▼▼▼

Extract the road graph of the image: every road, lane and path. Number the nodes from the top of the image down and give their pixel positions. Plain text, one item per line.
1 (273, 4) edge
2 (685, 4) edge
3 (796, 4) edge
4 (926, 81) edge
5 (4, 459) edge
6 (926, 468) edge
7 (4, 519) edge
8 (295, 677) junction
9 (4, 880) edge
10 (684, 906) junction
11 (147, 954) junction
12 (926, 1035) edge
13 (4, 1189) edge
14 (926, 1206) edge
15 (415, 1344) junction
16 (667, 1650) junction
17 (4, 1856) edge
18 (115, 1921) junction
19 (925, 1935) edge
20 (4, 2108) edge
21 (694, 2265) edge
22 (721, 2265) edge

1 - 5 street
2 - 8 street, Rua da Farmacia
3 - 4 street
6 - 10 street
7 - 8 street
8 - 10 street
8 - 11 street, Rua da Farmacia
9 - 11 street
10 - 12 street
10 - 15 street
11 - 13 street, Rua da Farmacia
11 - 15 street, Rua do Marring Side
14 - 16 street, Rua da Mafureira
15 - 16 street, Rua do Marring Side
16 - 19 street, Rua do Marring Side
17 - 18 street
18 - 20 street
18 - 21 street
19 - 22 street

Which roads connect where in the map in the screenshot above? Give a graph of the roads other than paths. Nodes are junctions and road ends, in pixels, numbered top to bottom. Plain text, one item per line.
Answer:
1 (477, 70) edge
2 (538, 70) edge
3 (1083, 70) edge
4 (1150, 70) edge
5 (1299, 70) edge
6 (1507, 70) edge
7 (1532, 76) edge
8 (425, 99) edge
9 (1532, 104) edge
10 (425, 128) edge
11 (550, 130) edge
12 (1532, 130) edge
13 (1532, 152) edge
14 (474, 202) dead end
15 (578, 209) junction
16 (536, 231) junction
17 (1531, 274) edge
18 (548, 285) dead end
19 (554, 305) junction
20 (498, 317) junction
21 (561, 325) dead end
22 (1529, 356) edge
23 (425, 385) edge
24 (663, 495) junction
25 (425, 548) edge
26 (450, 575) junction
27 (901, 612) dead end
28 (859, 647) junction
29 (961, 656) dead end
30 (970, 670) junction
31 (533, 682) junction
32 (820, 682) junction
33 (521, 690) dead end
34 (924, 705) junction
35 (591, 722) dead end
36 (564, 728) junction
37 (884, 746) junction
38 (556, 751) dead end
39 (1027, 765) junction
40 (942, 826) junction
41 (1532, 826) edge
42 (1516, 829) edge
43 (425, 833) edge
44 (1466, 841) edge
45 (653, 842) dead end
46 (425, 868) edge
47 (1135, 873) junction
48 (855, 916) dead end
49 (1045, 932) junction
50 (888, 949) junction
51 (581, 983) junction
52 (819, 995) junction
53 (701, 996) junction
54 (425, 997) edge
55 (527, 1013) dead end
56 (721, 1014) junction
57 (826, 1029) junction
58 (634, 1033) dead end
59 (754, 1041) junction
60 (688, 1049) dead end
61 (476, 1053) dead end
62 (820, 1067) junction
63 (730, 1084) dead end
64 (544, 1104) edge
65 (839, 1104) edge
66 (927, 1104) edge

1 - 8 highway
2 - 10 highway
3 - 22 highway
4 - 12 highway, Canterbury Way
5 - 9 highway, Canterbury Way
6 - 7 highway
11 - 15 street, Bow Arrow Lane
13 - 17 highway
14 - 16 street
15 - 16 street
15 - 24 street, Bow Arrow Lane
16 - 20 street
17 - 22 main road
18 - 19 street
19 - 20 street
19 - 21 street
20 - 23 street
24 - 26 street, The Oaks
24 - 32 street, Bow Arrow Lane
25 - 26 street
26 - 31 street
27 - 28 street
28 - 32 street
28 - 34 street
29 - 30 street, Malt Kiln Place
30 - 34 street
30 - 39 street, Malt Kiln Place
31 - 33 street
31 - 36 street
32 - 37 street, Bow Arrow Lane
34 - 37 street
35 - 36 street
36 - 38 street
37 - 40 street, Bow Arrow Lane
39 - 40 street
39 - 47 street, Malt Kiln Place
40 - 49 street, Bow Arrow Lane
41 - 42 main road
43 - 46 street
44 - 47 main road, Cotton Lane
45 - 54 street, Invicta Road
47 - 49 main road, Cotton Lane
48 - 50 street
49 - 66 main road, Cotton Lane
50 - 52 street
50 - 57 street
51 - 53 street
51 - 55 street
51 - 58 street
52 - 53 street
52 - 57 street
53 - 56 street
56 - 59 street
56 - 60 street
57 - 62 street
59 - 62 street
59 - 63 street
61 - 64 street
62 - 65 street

▲▲▲

YOUR GOAL:
Would you transcribe the entries above exactly as they appear?

TASK RESPONSE:
Extract the road graph of the image: every road, lane and path. Number the nodes from the top of the image down and give their pixel positions. Plain text, one item per line.
1 (273, 4) edge
2 (685, 4) edge
3 (796, 4) edge
4 (926, 81) edge
5 (4, 459) edge
6 (926, 468) edge
7 (4, 519) edge
8 (295, 677) junction
9 (4, 880) edge
10 (684, 906) junction
11 (147, 954) junction
12 (926, 1035) edge
13 (4, 1189) edge
14 (926, 1206) edge
15 (415, 1344) junction
16 (667, 1650) junction
17 (4, 1856) edge
18 (115, 1921) junction
19 (925, 1935) edge
20 (4, 2108) edge
21 (694, 2265) edge
22 (721, 2265) edge

1 - 5 street
2 - 8 street, Rua da Farmacia
3 - 4 street
6 - 10 street
7 - 8 street
8 - 10 street
8 - 11 street, Rua da Farmacia
9 - 11 street
10 - 12 street
10 - 15 street
11 - 13 street, Rua da Farmacia
11 - 15 street, Rua do Marring Side
14 - 16 street, Rua da Mafureira
15 - 16 street, Rua do Marring Side
16 - 19 street, Rua do Marring Side
17 - 18 street
18 - 20 street
18 - 21 street
19 - 22 street

Which roads connect where in the map in the screenshot above? Give a graph of the roads other than paths. Nodes are junctions and road ends, in pixels, numbered top to bottom. Plain text, one item per line.
Answer:
1 (477, 70) edge
2 (538, 70) edge
3 (1083, 70) edge
4 (1150, 70) edge
5 (1299, 70) edge
6 (1507, 70) edge
7 (1532, 76) edge
8 (425, 99) edge
9 (1532, 104) edge
10 (425, 128) edge
11 (550, 130) edge
12 (1532, 130) edge
13 (1532, 152) edge
14 (474, 202) dead end
15 (578, 209) junction
16 (536, 231) junction
17 (1531, 274) edge
18 (548, 285) dead end
19 (554, 305) junction
20 (498, 317) junction
21 (561, 325) dead end
22 (1529, 356) edge
23 (425, 385) edge
24 (663, 495) junction
25 (425, 548) edge
26 (450, 575) junction
27 (901, 612) dead end
28 (859, 647) junction
29 (961, 656) dead end
30 (970, 670) junction
31 (533, 682) junction
32 (820, 682) junction
33 (521, 690) dead end
34 (924, 705) junction
35 (591, 722) dead end
36 (564, 728) junction
37 (884, 746) junction
38 (556, 751) dead end
39 (1027, 765) junction
40 (942, 826) junction
41 (1532, 826) edge
42 (1516, 829) edge
43 (425, 833) edge
44 (1466, 841) edge
45 (653, 842) dead end
46 (425, 868) edge
47 (1135, 873) junction
48 (855, 916) dead end
49 (1045, 932) junction
50 (888, 949) junction
51 (581, 983) junction
52 (819, 995) junction
53 (701, 996) junction
54 (425, 997) edge
55 (527, 1013) dead end
56 (721, 1014) junction
57 (826, 1029) junction
58 (634, 1033) dead end
59 (754, 1041) junction
60 (688, 1049) dead end
61 (476, 1053) dead end
62 (820, 1067) junction
63 (730, 1084) dead end
64 (544, 1104) edge
65 (839, 1104) edge
66 (927, 1104) edge

1 - 8 highway
2 - 10 highway
3 - 22 highway
4 - 12 highway, Canterbury Way
5 - 9 highway, Canterbury Way
6 - 7 highway
11 - 15 street, Bow Arrow Lane
13 - 17 highway
14 - 16 street
15 - 16 street
15 - 24 street, Bow Arrow Lane
16 - 20 street
17 - 22 main road
18 - 19 street
19 - 20 street
19 - 21 street
20 - 23 street
24 - 26 street, The Oaks
24 - 32 street, Bow Arrow Lane
25 - 26 street
26 - 31 street
27 - 28 street
28 - 32 street
28 - 34 street
29 - 30 street, Malt Kiln Place
30 - 34 street
30 - 39 street, Malt Kiln Place
31 - 33 street
31 - 36 street
32 - 37 street, Bow Arrow Lane
34 - 37 street
35 - 36 street
36 - 38 street
37 - 40 street, Bow Arrow Lane
39 - 40 street
39 - 47 street, Malt Kiln Place
40 - 49 street, Bow Arrow Lane
41 - 42 main road
43 - 46 street
44 - 47 main road, Cotton Lane
45 - 54 street, Invicta Road
47 - 49 main road, Cotton Lane
48 - 50 street
49 - 66 main road, Cotton Lane
50 - 52 street
50 - 57 street
51 - 53 street
51 - 55 street
51 - 58 street
52 - 53 street
52 - 57 street
53 - 56 street
56 - 59 street
56 - 60 street
57 - 62 street
59 - 62 street
59 - 63 street
61 - 64 street
62 - 65 street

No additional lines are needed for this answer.